“How’s she doing? We haven’t seen her in a while.”
Satterfield shook his head sadly. “She’s really gone downhill since my stepdad died,” he said. “Just can’t get out and about anymore.” Both statements were true. After Satterfield had moved her to Knoxville, filed the change-of-address forms, and brought her into the bank to open the joint checking account, he’d strangled her in her bed, the very night they’d set up the account. “You let that sorry husband of yours treat me like shit,” he’d said, her eyes bugging and her mouth gaping, like those of a fish dying on a dock. “Your own kid. What’s that Bible verse you always loved to quote? ‘Train up a child in the way he should go, and when he is old, he will not depart from it’? Well, here I am, Mama, all trained up. I settled up with him, now I’m settling up with you.” There was now only one last account he needed to settle—one other person who’d done him grievous wrong—and Satterfield’s plan for vengeance, which had led him to Knoxville, was already showing much promise for creating intense and prolonged suffering.
Satterfield smiled again at the teller. “I’ll tell Mama you asked about her,” he said. “That’ll cheer her up. She remembers you.” He leaned forward and added in a low, confiding tone, “I always tell her I saw you, even when I don’t. She likes the idea of a pretty woman being nice to her son, you know? Once a mother, always a mother.” She raised an eyebrow, a half smile twitching at one corner of her mouth. She is eating this up, he thought. “You got kids?”
“Two.”
“How old?”
“One in high school, one in college.”
“Get outta here. You?” His eyes slid down her body, then back up. “You’re messing with me. I see twenty-year-olds at the gym who’d kill to look like you.”
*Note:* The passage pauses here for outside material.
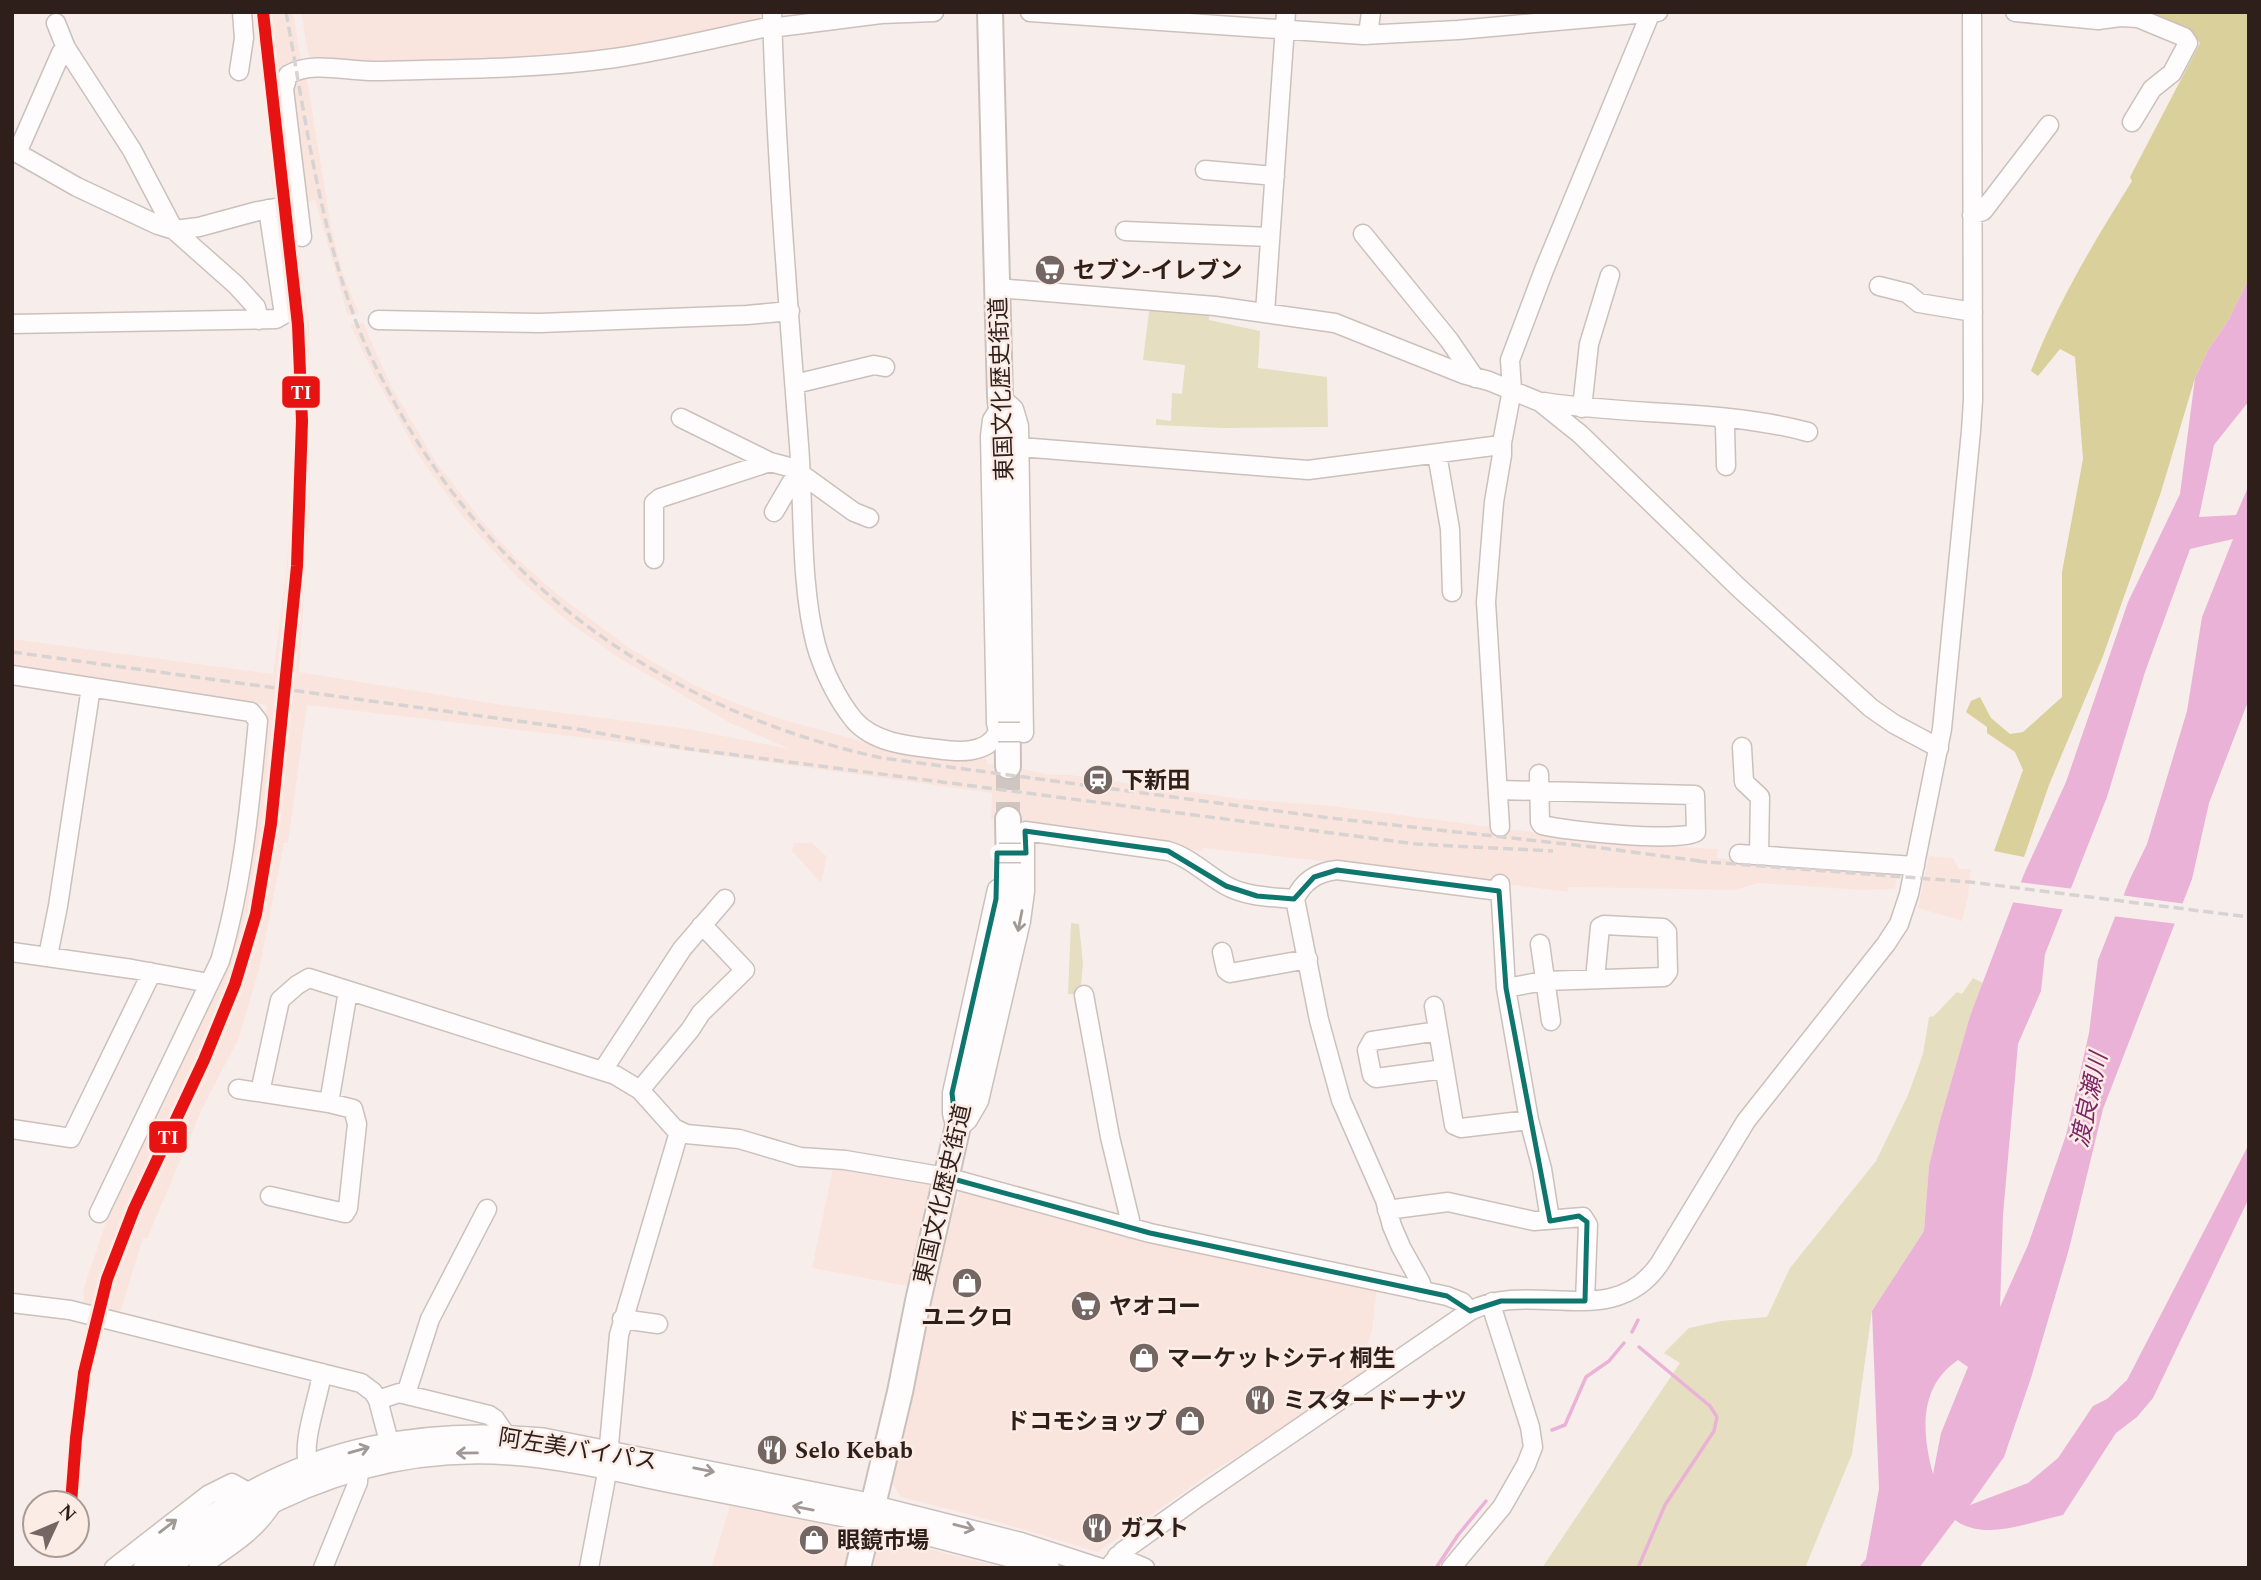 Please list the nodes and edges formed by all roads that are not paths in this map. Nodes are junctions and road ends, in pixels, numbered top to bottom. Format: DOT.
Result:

She slid his deposit slip across the counter, leaning over farther than she needed to, giving him a peek down her blouse.
A stocky middle-aged woman—possibly no older than Sheila, but packing a lot more weight and a lot less heat—bustled up beside the teller, her face a mask of officiousness and disapproval. Her nametag read MELISSA PEYTON, HEAD TELLER. What she said was, “And how are you today, sir?” What she meant was, “Stop it, both of you.”
“I’m just fine, Melissa,” Satterfield crooned. “Your staff is always so nice. You’ve obviously done a good job training them. Leadership by example, we called that in the Navy.” He flashed her the smile, then nodded and lifted a hand in farewell to both women as he turned to go. Once he was sure Sheila’s boss couldn’t see, he gave Sheila a private wink, which she returned.
HE’D PARKED THE MUSTANG on the far side of the parking lot, the side closest to Blockbuster Video, where the bank’s employees were required to park so that customers could have the good spaces. He’d parked next to Sheila’s car, a red Celica fastback—hot woman, hot car—and as he walked behind it, he stroked the rear spoiler with his fingertips, leaving tracks in the dust. Through the tinted windows he glimpsed the beads hanging from her rearview mirror, five strands of cheap iridescent beads, shimmering pink and purple in the light. Bet she goes wild at Mardi Gras, when she’s someplace where nobody knows her.